Extrait de la revue humanitaire : Les « paradis artificiels » de Kaboul, par Guive Rafatian
Les « paradis artificiels » de Kaboul
> Par Guive Rafatian
Automne 2006. Du haut des collines qui encerclent Kaboul, là où de nombreuses habitations ont poussé anarchiquement faute de place, on distingue la ville à travers un épais nuage de poussière jaune ocre, percé par le vol de nombreux cerfs-volants. Ces cerfs-volants, interdits sous le régime taliban, flottent aujourd’hui au-dessus des têtes comme de timides signes d’une liberté retrouvée. Sous ce nuage, la vie des Kaboulis est intense. Va-etvient de voitures, de vélos, de passants.
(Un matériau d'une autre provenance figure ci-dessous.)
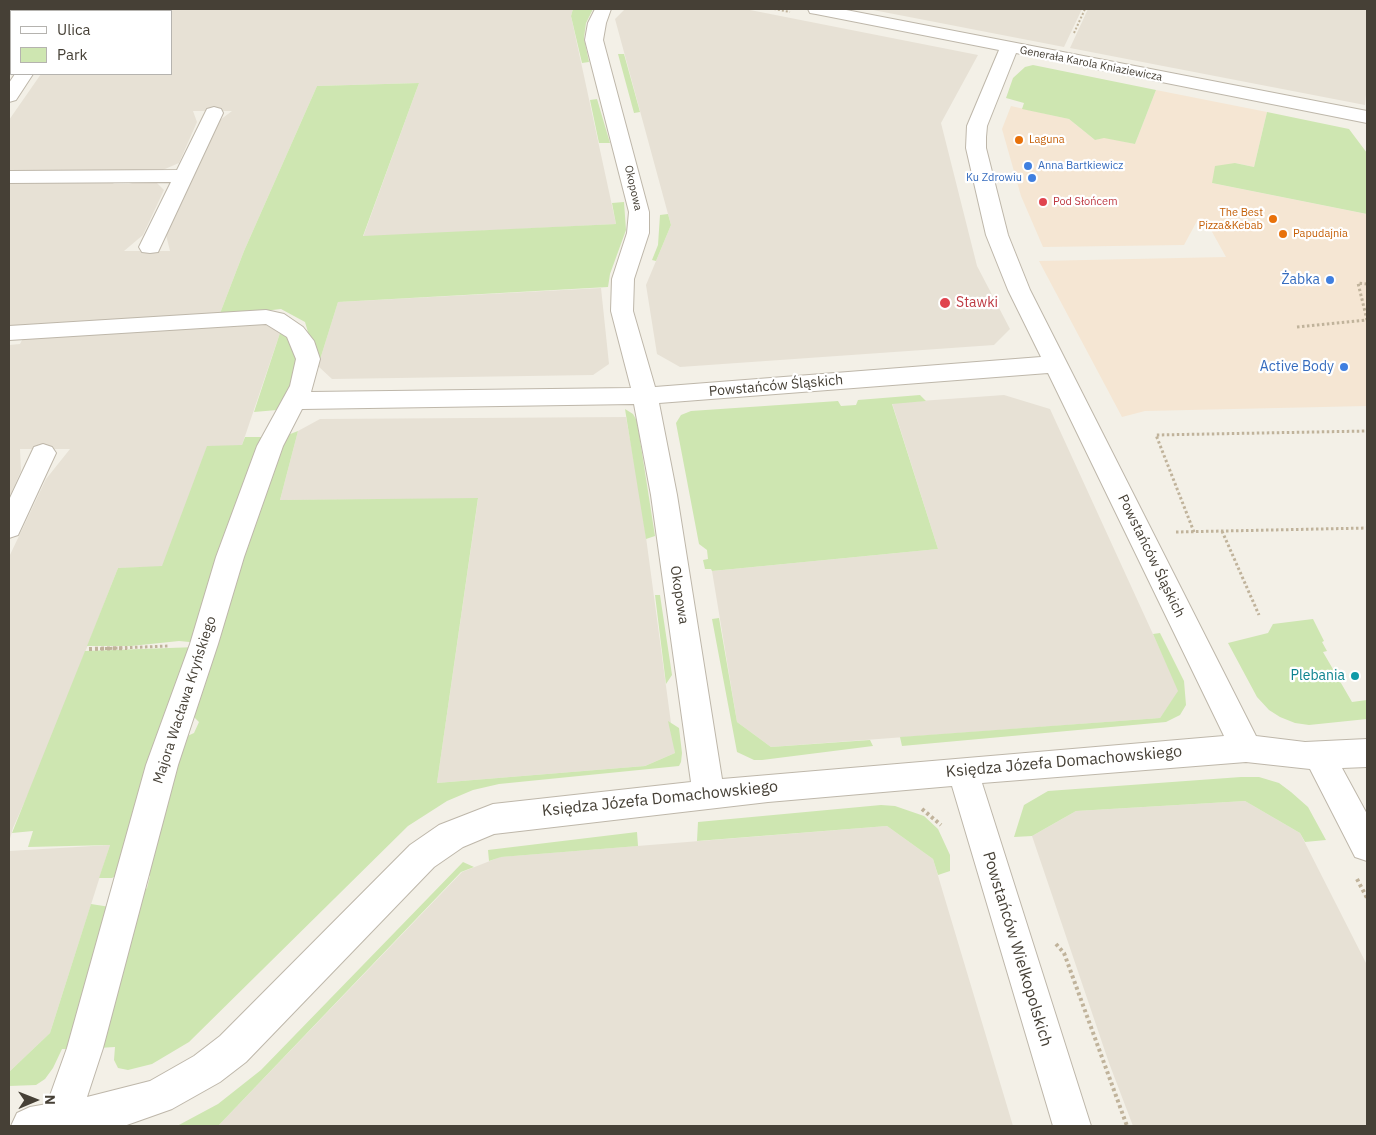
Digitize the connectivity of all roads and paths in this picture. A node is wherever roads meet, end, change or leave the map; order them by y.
1 (602, 9) edge
2 (816, 9) edge
3 (1085, 9) edge
4 (1070, 41) dead end
5 (1009, 48) junction
6 (23, 75) edge
7 (9, 96) edge
8 (214, 113) dead end
9 (1367, 117) edge
10 (183, 176) junction
11 (9, 177) edge
12 (150, 247) dead end
13 (1367, 284) edge
14 (1297, 327) dead end
15 (9, 333) edge
16 (1056, 364) junction
17 (645, 396) junction
18 (295, 400) junction
19 (1367, 431) edge
20 (43, 453) dead end
21 (9, 528) edge
22 (1367, 528) edge
23 (1222, 532) junction
24 (1259, 615) dead end
25 (204, 644) junction
26 (89, 649) dead end
27 (1246, 748) junction
28 (1367, 752) edge
29 (1319, 756) junction
30 (963, 771) junction
31 (709, 794) junction
32 (914, 805) dead end
33 (941, 825) dead end
34 (1360, 860) edge
35 (1367, 898) edge
36 (1052, 944) dead end
37 (50, 1125) edge
38 (1072, 1126) edge
39 (1127, 1126) edge

1 - 17 street, Okopowa
2 - 5 street, Generała Karola Kniaziewicza
3 - 4 path
5 - 9 street, Generała Karola Kniaziewicza
5 - 16 street, Powstańców Śląskich
6 - 7 street
8 - 10 street
10 - 11 street
10 - 12 street
13 - 14 path
15 - 18 street, Majora Wacława Kryńskiego
16 - 17 street, Powstańców Śląskich
16 - 27 street, Powstańców Śląskich
17 - 18 street
17 - 31 street, Okopowa
18 - 25 street, Majora Wacława Kryńskiego
19 - 23 path
20 - 21 street
22 - 23 path
23 - 24 path
25 - 26 path
25 - 37 street, Majora Wacława Kryńskiego
27 - 29 street, Księdza Józefa Domachowskiego
27 - 30 street, Księdza Józefa Domachowskiego
28 - 29 street, Księdza Józefa Domachowskiego
29 - 34 street
30 - 31 street, Księdza Józefa Domachowskiego
30 - 38 street, Powstańców Wielkopolskich
31 - 37 street, Księdza Józefa Domachowskiego
32 - 33 path
34 - 35 path
36 - 39 path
Dans les quartiers populaires, loin des villas résidentielles bordées d’arbres et protégées par des milices armées, tout témoigne d’une ville à bout de souffle : circulation saturée, pollution, poussière, décharges sauvages où passent et repassent chèvres et chiens à la recherche de nourriture. Kaboul est parfois bien loin de l’image que l’on se fait de l’Afghanistan, de ses belles collines verdoyantes, de ses montagnes majestueuses et de son air immaculé. Au royaume de la fleur de pavot, les usagers de drogues deviennent légion d’errants.